Le contestazioni spontanee e disorganizzate a Schifani e Bonanni sono solamente le ultime di una lunga estate calda.
Con governo e maggioranza a fare inevitabilmente da bersaglio preferito. A cavallo fra agosto e settembre Marcello Dell’Utri, il senatore del Pdl, è stato preso di punta. Prima è stato costretto ad abbandonare il palco di ParoLario, kermesse culturale di Como – messo in fuga da cori, slogan e striscioni di un gruppo di amici (non suoi) su Facebook – poi ha dovuto sopportare le proteste di una cinquantina di giovani milanesi, che con fumogeni rossi e due grosse manette di cartone hanno manifestato davanti al Teatro della Verdura, dove si tenevano le letture dei (veri?) diari di Mussolini. La doppia contestazione ravvicinata è una sorte toccata anche al sottosegretario Gianni Letta, peraltro curiosamente nello stesso periodo. Il braccio destro di Berlusconi s’è dovuto affidare alla scorta e a un percorso alternativo per poter raggiungere il Duomo della “sua” L’Aquila, in occasione della festa della Perdonanza: su Corso Federico II, infatti, c’erano centinaia di terremotati esasperati ad aspettarlo, a fatica contenuti dalla polizia.
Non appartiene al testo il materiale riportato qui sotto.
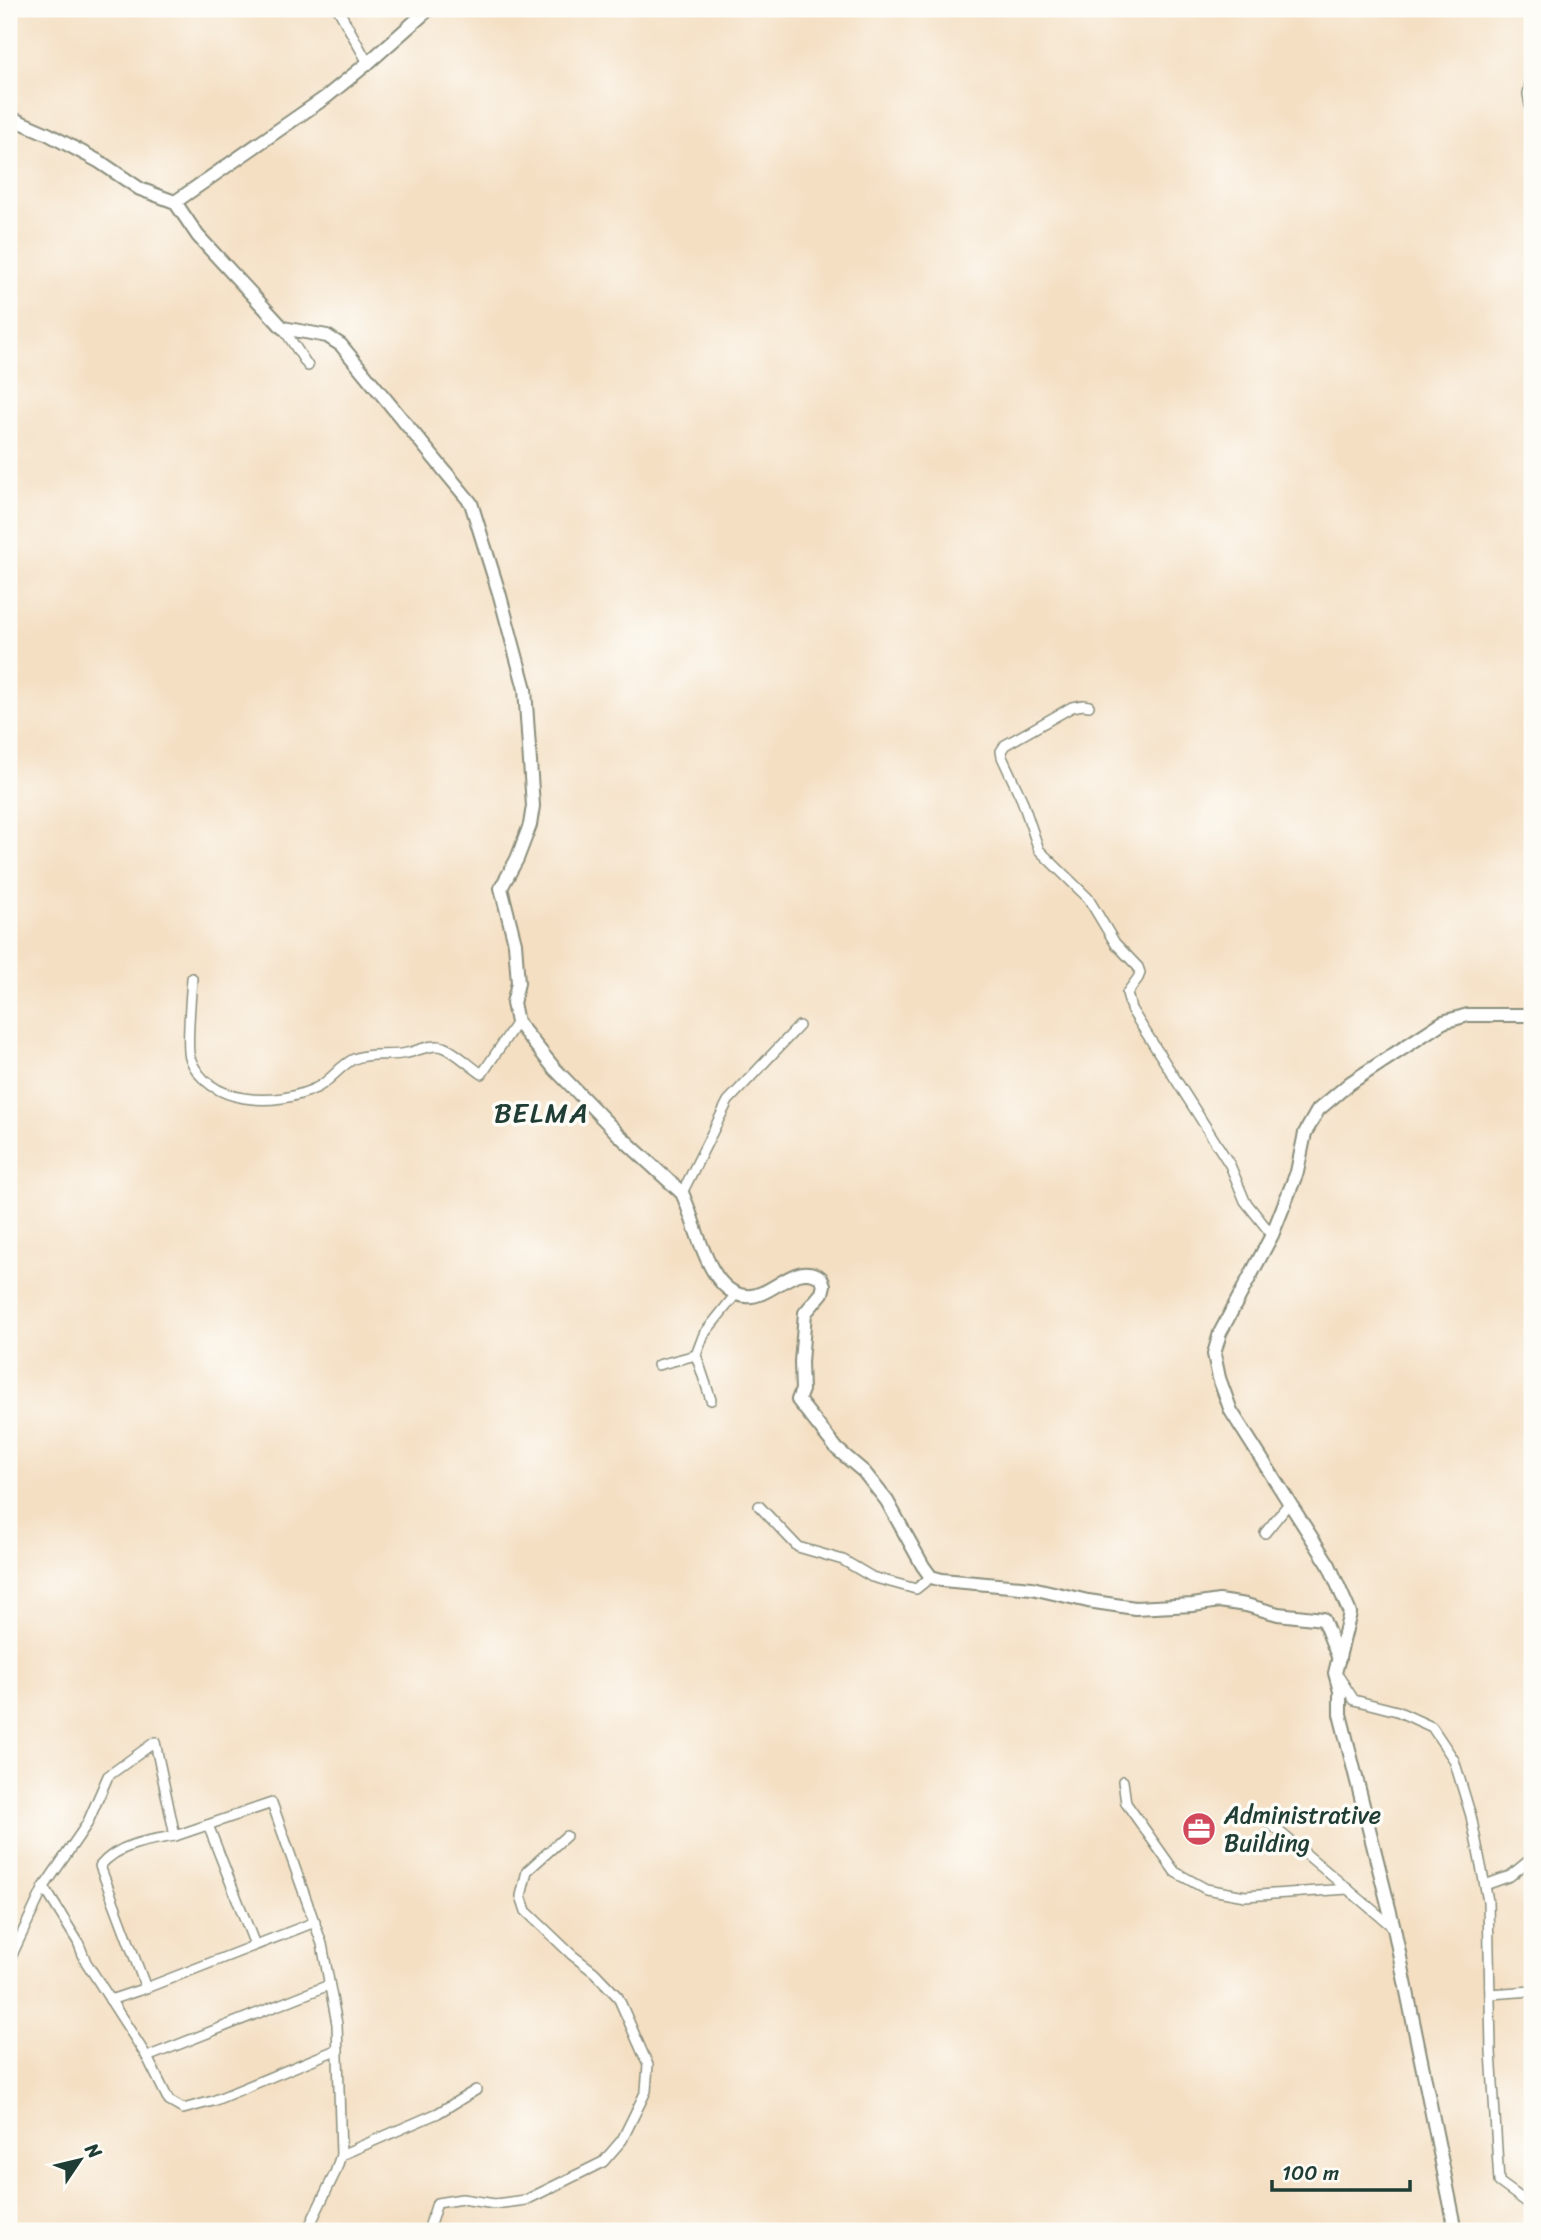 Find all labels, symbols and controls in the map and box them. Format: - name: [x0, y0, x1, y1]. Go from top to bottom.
- district label: BELMA: [494, 1088, 590, 1137]
- place label: Administrative Building: [1223, 1794, 1381, 1864]
- office icon: Administrative Building: [1180, 1810, 1218, 1848]
- north arrow: [46, 2124, 116, 2194]
- text: N: [76, 2135, 111, 2166]
- scale bar: [1272, 2149, 1410, 2193]
- text: 100 m: [1282, 2154, 1339, 2192] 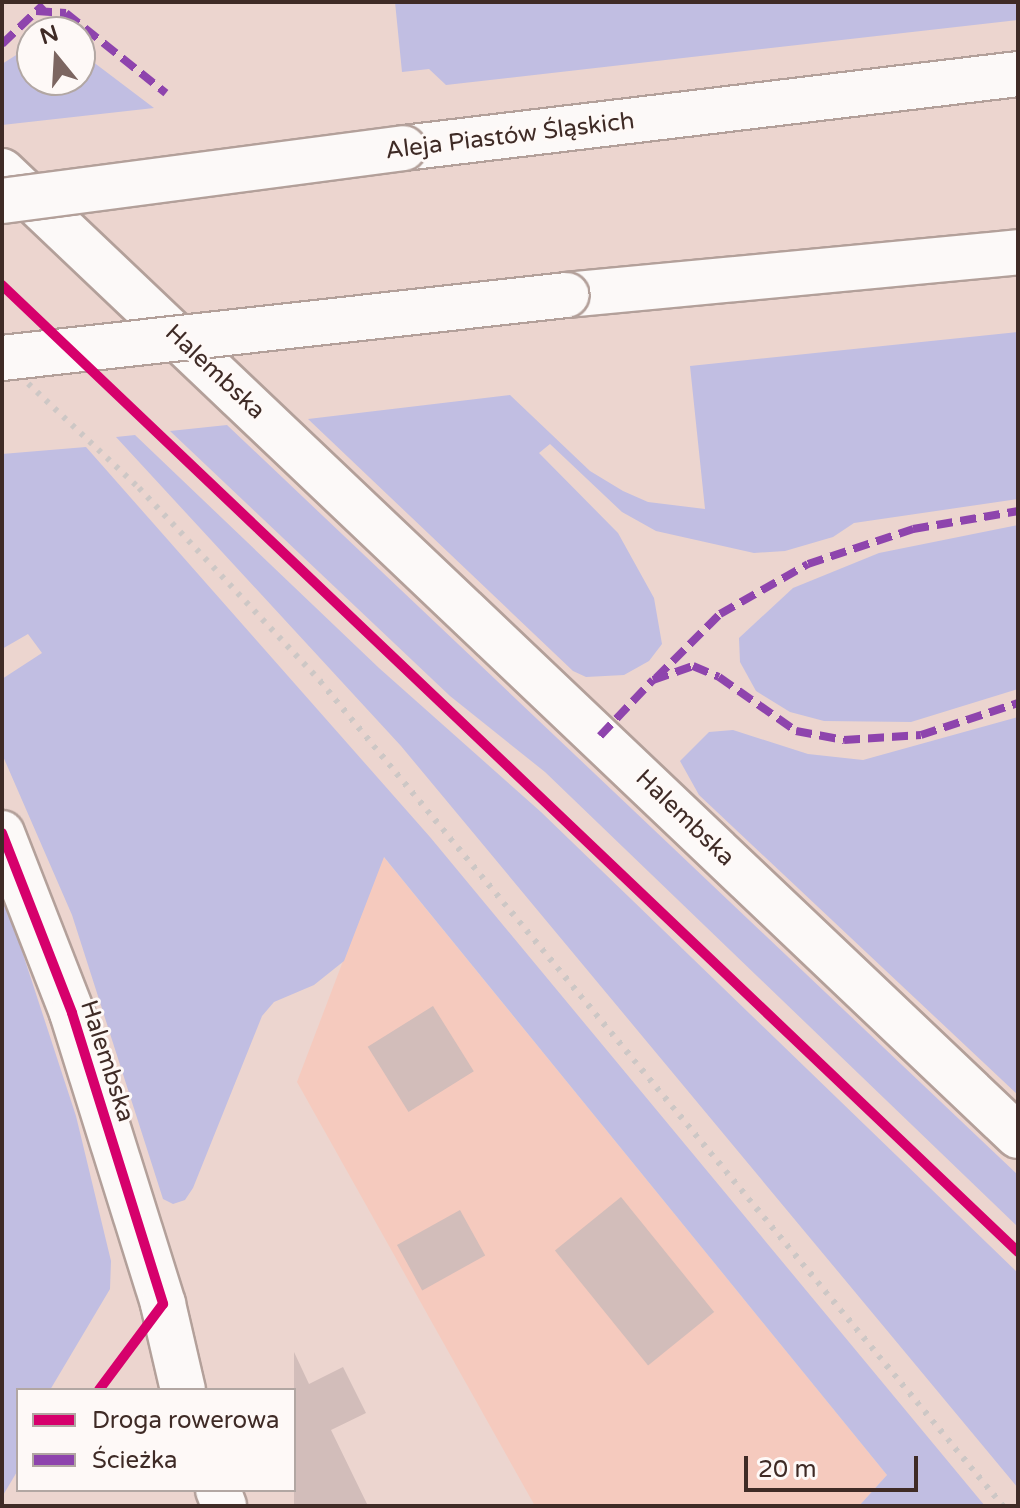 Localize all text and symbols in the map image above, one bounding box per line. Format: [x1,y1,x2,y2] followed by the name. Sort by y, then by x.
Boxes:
[16,16,96,96] north arrow
[37,20,62,50] text: N
[384,106,636,166] street label: Aleja Piastów Śląskich
[159,318,271,426] street label: Halembska
[630,764,740,872] street label: Halembska
[74,997,140,1125] street label: Halembska
[16,1388,296,1492] legend
[92,1406,279,1435] text: Droga rowerowa
[748,1440,922,1490] scale bar
[92,1446,177,1475] text: Ścieżka
[758,1455,816,1484] text: 20 m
Niente polizia ma tanti fischi e “buu” qualche giorno più tardi, quando Letta è andato alla Mostra del cinema di Venezia, immolandosi in nome dei tagli alla cultura fatti da questo governo.
Sempre a fine agosto è il ministro dell’interno Maroni ad essere preso di mira dai tifosi atalantini alla Berghem Fest. Trecento ultrà hanno lanciato bottiglie vuote, bombe carta e fumogeni a soli cinquanta metri dal palco dove il leghista stava parlando, per dimostrargli tutta la loro contrarietà alla tessera del tifoso. Un mese prima, invece, sono i terremotati aquilani a venire alle mani con le forze dell’ordine durante un corteo di protesta contro l’esecutivo nella centralissima via del Corso, a Roma. Per finire, un classico: le intemperanze dei disoccupati napoletani. Il 15 luglio tengono in scacco un’intera città, fra occupazioni di uffici e blocchi ai trasporti pubblici. I rappresentanti del ministero del Lavoro avevano fatto saltare un incontro in cui si doveva discutere del loro futuro.